Jamie Vardy forfait pour Cremonese-Fiorentina : blessure, procès avec Rooney et la curieuse figurine LEGO
Amis comme ennemis, bonjour à tous. Le cri de guerre du Zini, d'habitude, a un nom et un prénom : Jamie Vardy. Mais demain soir, quand la Cremonese croisera le fer avec la Fiorentina dans un match crucial pour son avenir, ce rugissement manquera. Le bélier anglais est forfait. Stop. Plus de sourire en coin, plus de courses de requin, plus de ballons à envoyer au fond avec la rage de celui qui est parti du monde amateur pour faire rêver l'Angleterre. Et à Cremone, justement maintenant, on avait plus que jamais besoin de son Vardy.
Une absence qui pèse lourd
La nouvelle est tombée hier du centre d'entraînement : problèmes musculaires pour le numéro 9 gris-rouge. Le temps est compté et l'entraîneur Stroppa va devoir se creuser la tête pour remplacer non seulement un buteur, mais un véritable totem. Avec lui sur la pelouse, l'équipe se sentait capable de rivaliser avec n'importe quelle défense, même celle de la Fiorentina. Sans lui, l'air se raréfie. Dans cette dernière ligne droite pour le maintien, perdre son homme fort est un coup dur. Pourtant, ils étaient peu nombreux, à son arrivée en Italie, à croire qu'il pourrait encore avoir un tel impact. Et pourtant Jaime Vardy – oui, certains l'appellent en déformant son nom, comme s'il était un torero – a très vite remis les pendules à l'heure : de la grinta et des buts, même à 39 ans bien sonnés.
De la légende de Leicester au feuilleton judiciaire avec Rooney
Parce que Vardy n'est pas qu'un footballeur, c'est une marque, une histoire. Quand on parle de lui, en dehors du terrain, on plonge forcément dans les méandres de la presse people anglaise. Et là, revient immanquablement le chapitre qui a fait la une pendant des mois : Vardy VS Rooney : le procès. La guerre des épouses, Rebekah et Coleen, devenue une bataille judiciaire qui a fait sourire et jaser la moitié du monde. Un feuilleton avec échanges au tribunal, messages secrets et colis piégés. Une affaire qui a mis à rude épreuve l'image de Jamie, mais qu'il a toujours affrontée la tête haute, comme il le fait dans la surface de réparation.
Et si vous croyez que les bizarreries s'arrêtent là, vous vous trompez. Il y a aussi ceux qui cherchent sur Google Nathan Vardy, peut-être un parent, peut-être un homonyme, peut-être juste une faute de frappe. Mais de Nathan, pour l'instant, on s'en moque. Toute l'attention est sur Jamie. Et sur son absence.
Le côté insolite : une pièce LEGO dédiée à Vardy ?
Mais quand un joueur devient un mythe, sa renommée dépasse les limites du rectangle vert.

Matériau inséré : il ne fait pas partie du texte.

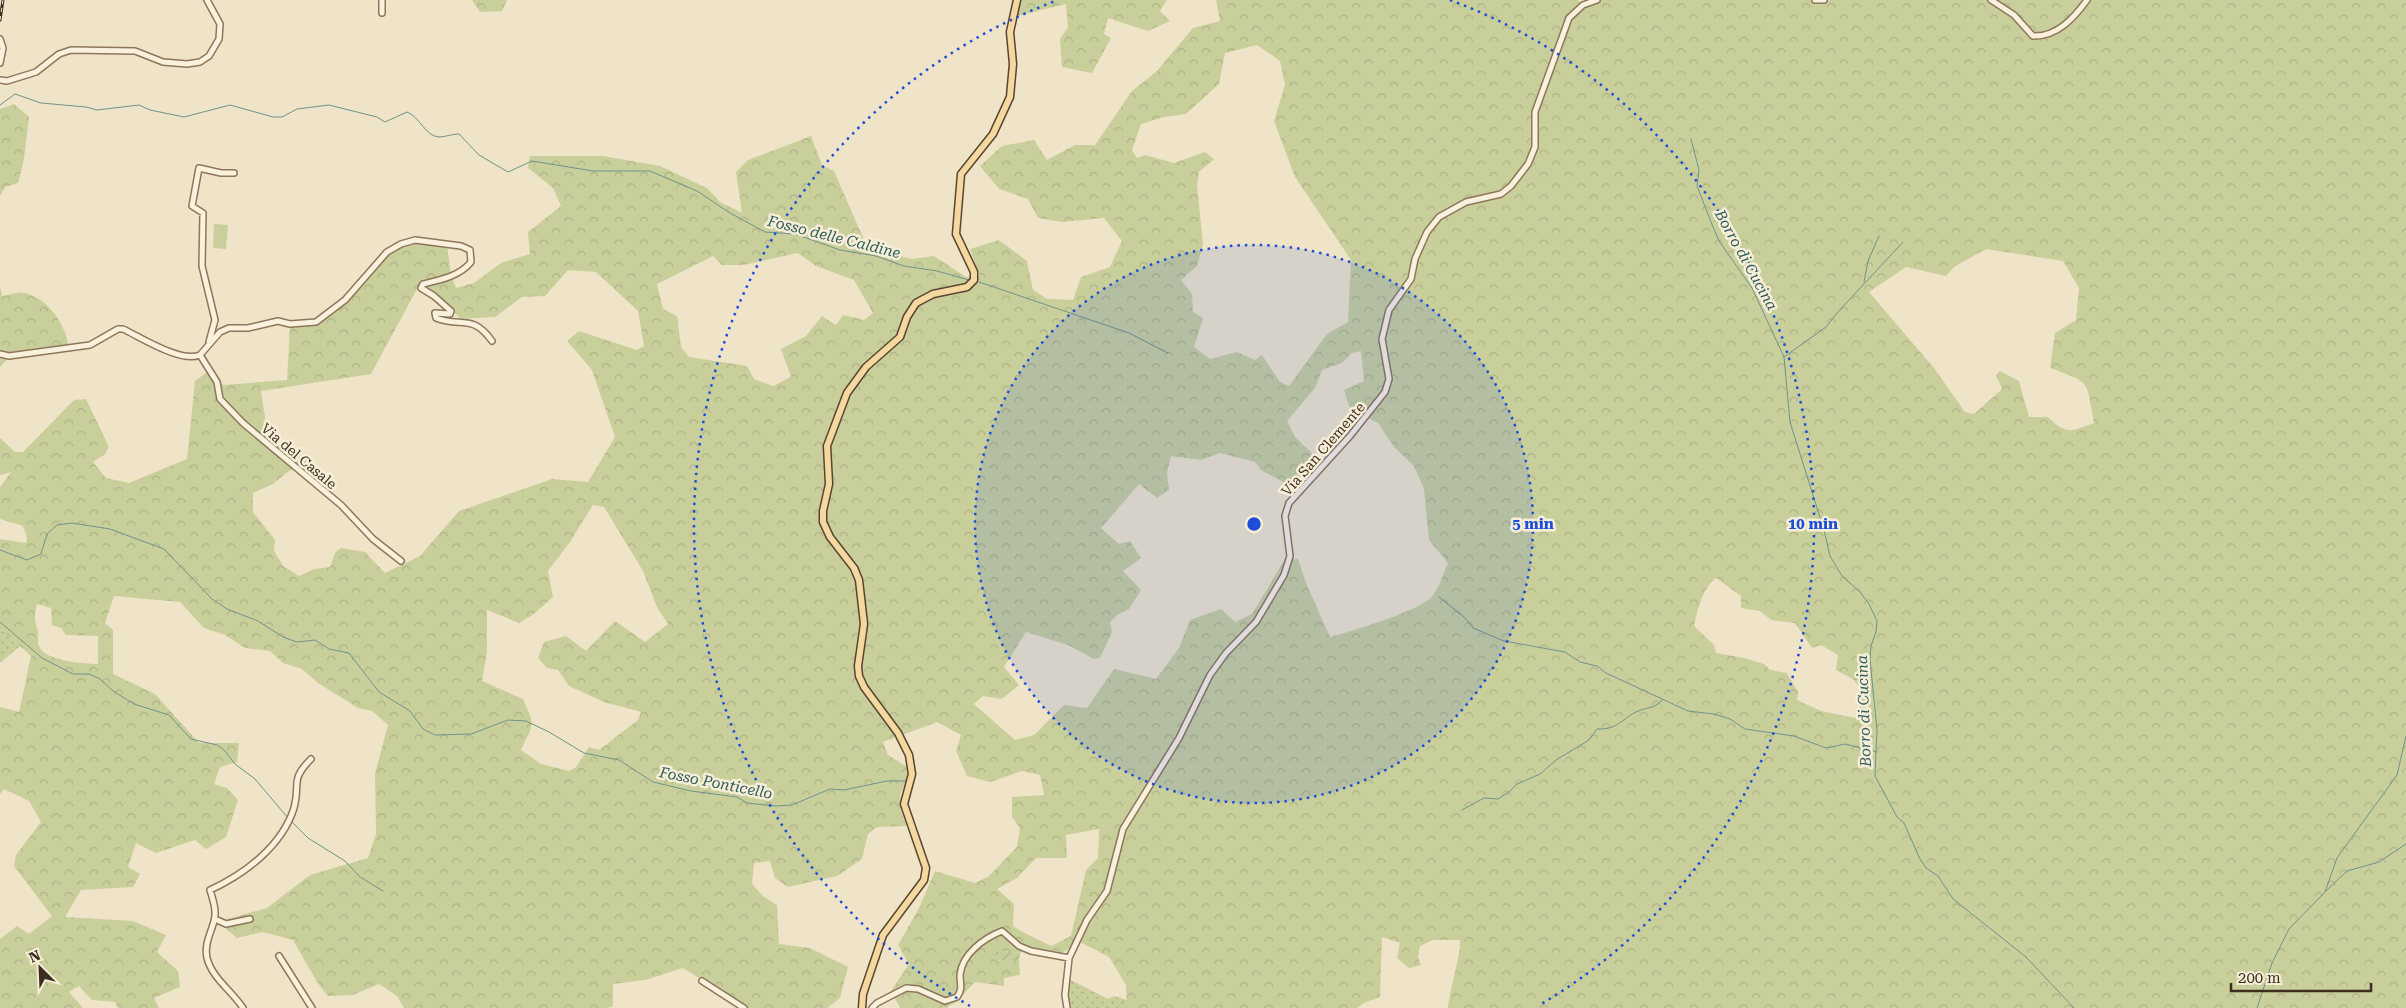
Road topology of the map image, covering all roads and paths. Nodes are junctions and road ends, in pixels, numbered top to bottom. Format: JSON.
{"nodes":[{"id":1,"x":207,"y":0,"type":"edge"},
{"id":2,"x":382,"y":0,"type":"edge"},
{"id":3,"x":1016,"y":0,"type":"edge"},
{"id":4,"x":1596,"y":0,"type":"edge"},
{"id":5,"x":1816,"y":0,"type":"edge"},
{"id":6,"x":1824,"y":0,"type":"edge"},
{"id":7,"x":1991,"y":0,"type":"edge"},
{"id":8,"x":2087,"y":0,"type":"edge"},
{"id":9,"x":382,"y":13,"type":"dead end"},
{"id":10,"x":0,"y":40,"type":"edge"},
{"id":11,"x":0,"y":63,"type":"edge"},
{"id":12,"x":0,"y":80,"type":"edge"},
{"id":13,"x":234,"y":173,"type":"dead end"},
{"id":14,"x":492,"y":341,"type":"dead end"},
{"id":15,"x":208,"y":344,"type":"junction"},
{"id":16,"x":0,"y":354,"type":"edge"},
{"id":17,"x":200,"y":355,"type":"junction"},
{"id":18,"x":401,"y":561,"type":"dead end"},
{"id":19,"x":310,"y":759,"type":"dead end"},
{"id":20,"x":215,"y":919,"type":"junction"},
{"id":21,"x":250,"y":919,"type":"dead end"},
{"id":22,"x":279,"y":956,"type":"dead end"},
{"id":23,"x":1069,"y":958,"type":"junction"},
{"id":24,"x":702,"y":981,"type":"dead end"},
{"id":25,"x":243,"y":1008,"type":"edge"},
{"id":26,"x":312,"y":1008,"type":"edge"},
{"id":27,"x":744,"y":1008,"type":"edge"},
{"id":28,"x":862,"y":1008,"type":"edge"},
{"id":29,"x":872,"y":1008,"type":"edge"},
{"id":30,"x":1067,"y":1008,"type":"edge"}],
"edges":[{"from":1,"to":12,"type":"street"},
{"from":2,"to":9,"type":"street"},
{"from":3,"to":28,"type":"main road"},
{"from":4,"to":23,"type":"street","name":"Via San Clemente"},
{"from":5,"to":6,"type":"street"},
{"from":7,"to":8,"type":"street"},
{"from":10,"to":11,"type":"street"},
{"from":13,"to":15,"type":"street"},
{"from":14,"to":15,"type":"street"},
{"from":15,"to":17,"type":"street"},
{"from":16,"to":17,"type":"street"},
{"from":17,"to":18,"type":"street","name":"Via del Casale"},
{"from":19,"to":20,"type":"street"},
{"from":20,"to":21,"type":"street"},
{"from":20,"to":25,"type":"street"},
{"from":22,"to":26,"type":"street"},
{"from":23,"to":29,"type":"street"},
{"from":23,"to":30,"type":"street","name":"Via San Clemente"},
{"from":24,"to":27,"type":"street"}]}
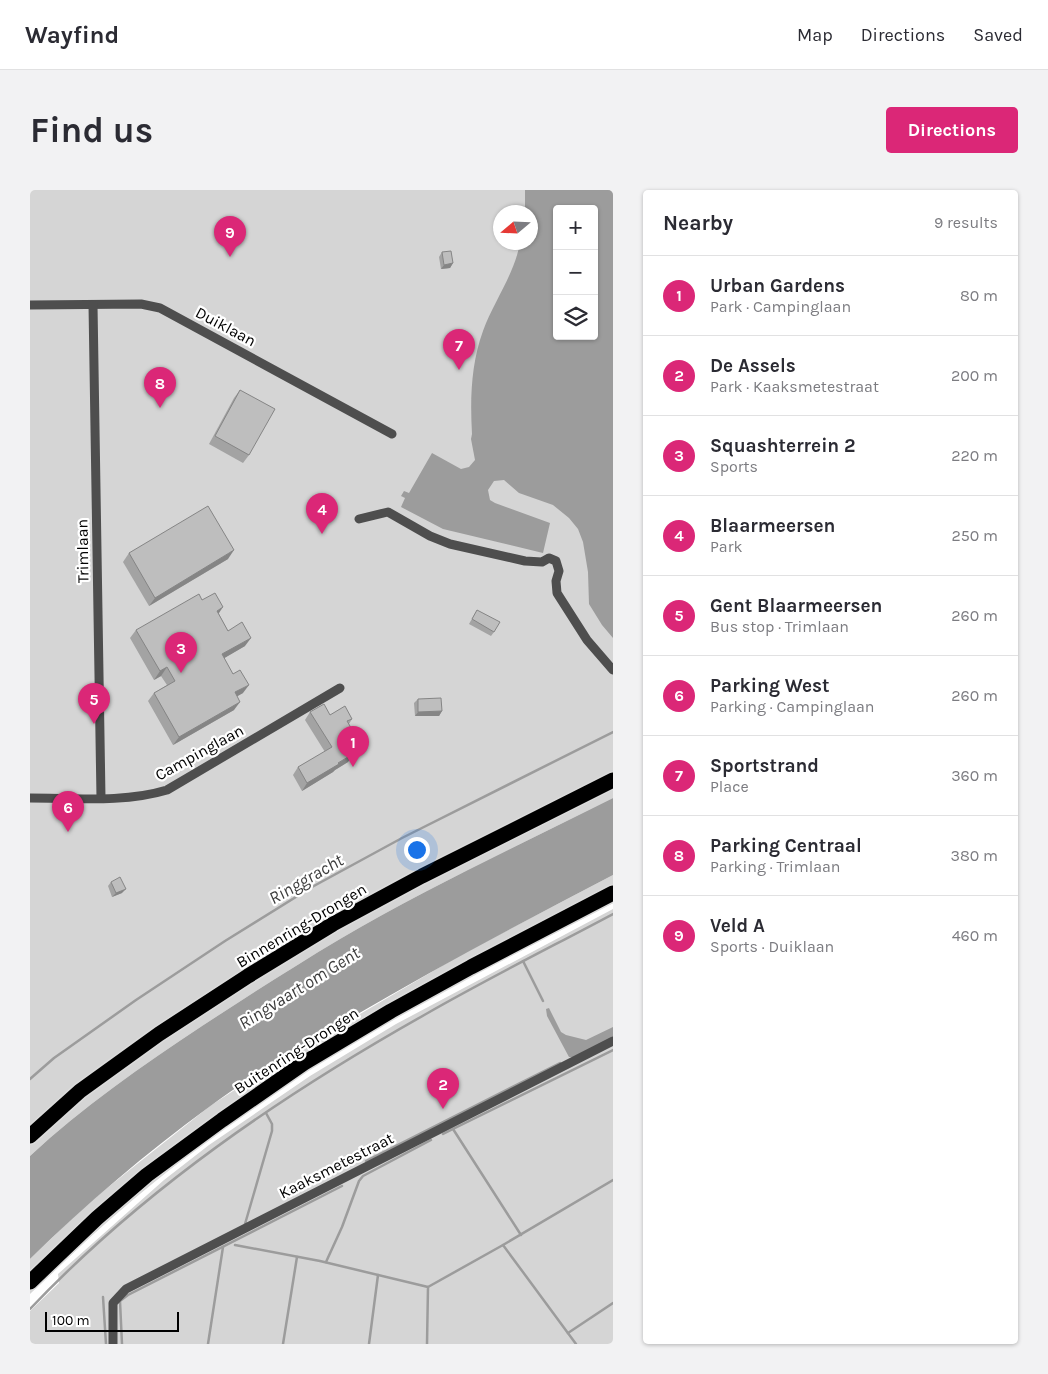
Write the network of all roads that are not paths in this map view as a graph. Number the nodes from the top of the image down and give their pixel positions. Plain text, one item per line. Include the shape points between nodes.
1 (30, 305) edge
2 (93, 305) junction
3 (392, 434) dead end
4 (359, 519) dead end
5 (613, 670) edge
6 (340, 688) dead end
7 (613, 780) edge
8 (30, 798) edge
9 (101, 798) junction
10 (613, 893) edge
11 (613, 1041) edge
12 (30, 1136) edge
13 (30, 1282) edge
14 (113, 1344) edge

1 - 2 street, Duiklaan
2 - 3 street, Duiklaan via 141,304 160,308
2 - 9 street, Trimlaan
4 - 5 street via 388,512 450,544 525,561 542,562 549,558 556,561 559,571 557,593 587,640
6 - 9 street, Campinglaan via 167,790 150,795
7 - 12 highway, Binnenring-Drongen via 333,924 159,1034 80,1091
8 - 9 street, Campinglaan
10 - 13 highway, Buitenring-Drongen via 391,1011 296,1068 147,1175
11 - 14 street, Kaaksmetestraat via 126,1289 113,1303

Et ainsi, parmi les souvenirs les plus étranges, apparaît le LEGO - 70141 Planeur-Vautour de Vardy. Oui, vous avez bien lu. Un set, introuvable, que certains collectionneurs passionnés ont rebaptisé ainsi pour on ne sait quelle étrange association d'idées. Peut-être parce que sa façon de planer dans la surface, rapide et mortelle, rappelle un vautour ? Toujours est-il que sur les forums de fans, on échange des astuces pour trouver cette boîte mythique, symbole d'un joueur devenu une icône pop. Un truc de geeks, certes, mais qui donne une idée de comment Vardy est entré dans l'imaginaire collectif.
- Le poids de l'absence : Vardy rate le match pour le maintien, Stroppa devra compter sur d'autres canons.
- Le feuilleton people : Le procès avec Rooney continue de faire parler, une ombre persistante sur sa carrière.
- La curiosité : La LEGO 70141, introuvable, est devenue un objet culte pour les fans les plus inconditionnels.
Maintenant, tandis que la Cremonese prépare son assaut contre la Fiorentina, le seul espoir est que ce repos forcé lui fasse du bien. Parce que pour rester en Serie A, on a besoin de ses buts. Les vrais, pas ceux en plastique. Et qui sait si dimanche prochain, peut-être contre une autre équipe, il ne reviendra pas voler bas comme seul son planeur-vautour sait le faire. À condition, bien sûr, de laisser derrière lui tribunaux et homonymes. Et de se souvenir que le vrai Jamie Vardy est unique. Et à Cremone, on l'attend avec impatience.